### Task statement:
Please repeat every line below exactly, from the first to the last.

### Data extracts:
•••••
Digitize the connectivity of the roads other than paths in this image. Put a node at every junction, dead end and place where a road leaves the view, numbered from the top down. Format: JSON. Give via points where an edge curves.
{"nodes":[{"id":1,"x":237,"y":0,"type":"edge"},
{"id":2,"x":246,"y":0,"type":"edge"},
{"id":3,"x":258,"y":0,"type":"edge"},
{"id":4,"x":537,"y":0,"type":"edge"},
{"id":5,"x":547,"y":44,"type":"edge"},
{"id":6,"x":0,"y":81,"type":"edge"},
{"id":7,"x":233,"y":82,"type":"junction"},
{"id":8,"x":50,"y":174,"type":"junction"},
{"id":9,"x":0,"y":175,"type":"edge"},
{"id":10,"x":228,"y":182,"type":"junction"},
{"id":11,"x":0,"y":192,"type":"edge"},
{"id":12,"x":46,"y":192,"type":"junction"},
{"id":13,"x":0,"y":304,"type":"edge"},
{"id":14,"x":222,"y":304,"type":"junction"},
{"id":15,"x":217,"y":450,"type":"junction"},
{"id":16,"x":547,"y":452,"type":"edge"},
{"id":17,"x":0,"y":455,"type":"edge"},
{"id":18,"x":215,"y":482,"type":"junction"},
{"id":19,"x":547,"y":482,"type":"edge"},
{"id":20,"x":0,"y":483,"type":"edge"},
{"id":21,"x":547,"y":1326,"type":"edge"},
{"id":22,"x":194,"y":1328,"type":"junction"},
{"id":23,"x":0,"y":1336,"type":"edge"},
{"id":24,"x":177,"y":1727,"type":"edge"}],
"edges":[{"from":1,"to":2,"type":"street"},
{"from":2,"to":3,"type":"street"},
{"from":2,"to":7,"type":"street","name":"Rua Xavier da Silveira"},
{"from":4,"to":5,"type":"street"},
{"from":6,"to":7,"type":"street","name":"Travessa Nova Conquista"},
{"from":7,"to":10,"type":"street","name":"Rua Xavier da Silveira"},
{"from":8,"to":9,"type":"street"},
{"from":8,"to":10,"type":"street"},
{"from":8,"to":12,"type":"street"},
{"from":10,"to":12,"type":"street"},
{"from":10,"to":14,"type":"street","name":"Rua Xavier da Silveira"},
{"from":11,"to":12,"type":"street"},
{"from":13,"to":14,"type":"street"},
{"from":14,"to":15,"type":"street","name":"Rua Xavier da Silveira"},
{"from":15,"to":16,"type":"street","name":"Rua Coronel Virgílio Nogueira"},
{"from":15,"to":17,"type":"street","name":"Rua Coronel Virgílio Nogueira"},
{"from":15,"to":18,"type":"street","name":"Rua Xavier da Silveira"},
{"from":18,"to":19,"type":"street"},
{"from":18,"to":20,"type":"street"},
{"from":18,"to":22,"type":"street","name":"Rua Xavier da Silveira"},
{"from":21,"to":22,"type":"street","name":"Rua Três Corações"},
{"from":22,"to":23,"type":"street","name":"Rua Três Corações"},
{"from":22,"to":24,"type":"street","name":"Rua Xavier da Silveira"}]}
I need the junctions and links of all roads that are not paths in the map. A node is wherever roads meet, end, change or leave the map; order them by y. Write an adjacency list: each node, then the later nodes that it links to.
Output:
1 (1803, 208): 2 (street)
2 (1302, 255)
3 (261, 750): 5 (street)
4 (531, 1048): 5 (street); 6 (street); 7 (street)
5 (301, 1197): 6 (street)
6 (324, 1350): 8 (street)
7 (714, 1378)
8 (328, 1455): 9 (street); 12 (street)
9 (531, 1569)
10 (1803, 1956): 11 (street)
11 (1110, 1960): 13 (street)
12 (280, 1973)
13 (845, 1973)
•••••
### Expected answer:
Digitize the connectivity of the roads other than paths in this image. Put a node at every junction, dead end and place where a road leaves the view, numbered from the top down. Format: JSON. Give via points where an edge curves.
{"nodes":[{"id":1,"x":237,"y":0,"type":"edge"},
{"id":2,"x":246,"y":0,"type":"edge"},
{"id":3,"x":258,"y":0,"type":"edge"},
{"id":4,"x":537,"y":0,"type":"edge"},
{"id":5,"x":547,"y":44,"type":"edge"},
{"id":6,"x":0,"y":81,"type":"edge"},
{"id":7,"x":233,"y":82,"type":"junction"},
{"id":8,"x":50,"y":174,"type":"junction"},
{"id":9,"x":0,"y":175,"type":"edge"},
{"id":10,"x":228,"y":182,"type":"junction"},
{"id":11,"x":0,"y":192,"type":"edge"},
{"id":12,"x":46,"y":192,"type":"junction"},
{"id":13,"x":0,"y":304,"type":"edge"},
{"id":14,"x":222,"y":304,"type":"junction"},
{"id":15,"x":217,"y":450,"type":"junction"},
{"id":16,"x":547,"y":452,"type":"edge"},
{"id":17,"x":0,"y":455,"type":"edge"},
{"id":18,"x":215,"y":482,"type":"junction"},
{"id":19,"x":547,"y":482,"type":"edge"},
{"id":20,"x":0,"y":483,"type":"edge"},
{"id":21,"x":547,"y":1326,"type":"edge"},
{"id":22,"x":194,"y":1328,"type":"junction"},
{"id":23,"x":0,"y":1336,"type":"edge"},
{"id":24,"x":177,"y":1727,"type":"edge"}],
"edges":[{"from":1,"to":2,"type":"street"},
{"from":2,"to":3,"type":"street"},
{"from":2,"to":7,"type":"street","name":"Rua Xavier da Silveira"},
{"from":4,"to":5,"type":"street"},
{"from":6,"to":7,"type":"street","name":"Travessa Nova Conquista"},
{"from":7,"to":10,"type":"street","name":"Rua Xavier da Silveira"},
{"from":8,"to":9,"type":"street"},
{"from":8,"to":10,"type":"street"},
{"from":8,"to":12,"type":"street"},
{"from":10,"to":12,"type":"street"},
{"from":10,"to":14,"type":"street","name":"Rua Xavier da Silveira"},
{"from":11,"to":12,"type":"street"},
{"from":13,"to":14,"type":"street"},
{"from":14,"to":15,"type":"street","name":"Rua Xavier da Silveira"},
{"from":15,"to":16,"type":"street","name":"Rua Coronel Virgílio Nogueira"},
{"from":15,"to":17,"type":"street","name":"Rua Coronel Virgílio Nogueira"},
{"from":15,"to":18,"type":"street","name":"Rua Xavier da Silveira"},
{"from":18,"to":19,"type":"street"},
{"from":18,"to":20,"type":"street"},
{"from":18,"to":22,"type":"street","name":"Rua Xavier da Silveira"},
{"from":21,"to":22,"type":"street","name":"Rua Três Corações"},
{"from":22,"to":23,"type":"street","name":"Rua Três Corações"},
{"from":22,"to":24,"type":"street","name":"Rua Xavier da Silveira"}]}
I need the junctions and links of all roads that are not paths in the map. A node is wherever roads meet, end, change or leave the map; order them by y. Write an adjacency list: each node, then the later nodes that it links to.
Output:
1 (1803, 208): 2 (street)
2 (1302, 255)
3 (261, 750): 5 (street)
4 (531, 1048): 5 (street); 6 (street); 7 (street)
5 (301, 1197): 6 (street)
6 (324, 1350): 8 (street)
7 (714, 1378)
8 (328, 1455): 9 (street); 12 (street)
9 (531, 1569)
10 (1803, 1956): 11 (street)
11 (1110, 1960): 13 (street)
12 (280, 1973)
13 (845, 1973)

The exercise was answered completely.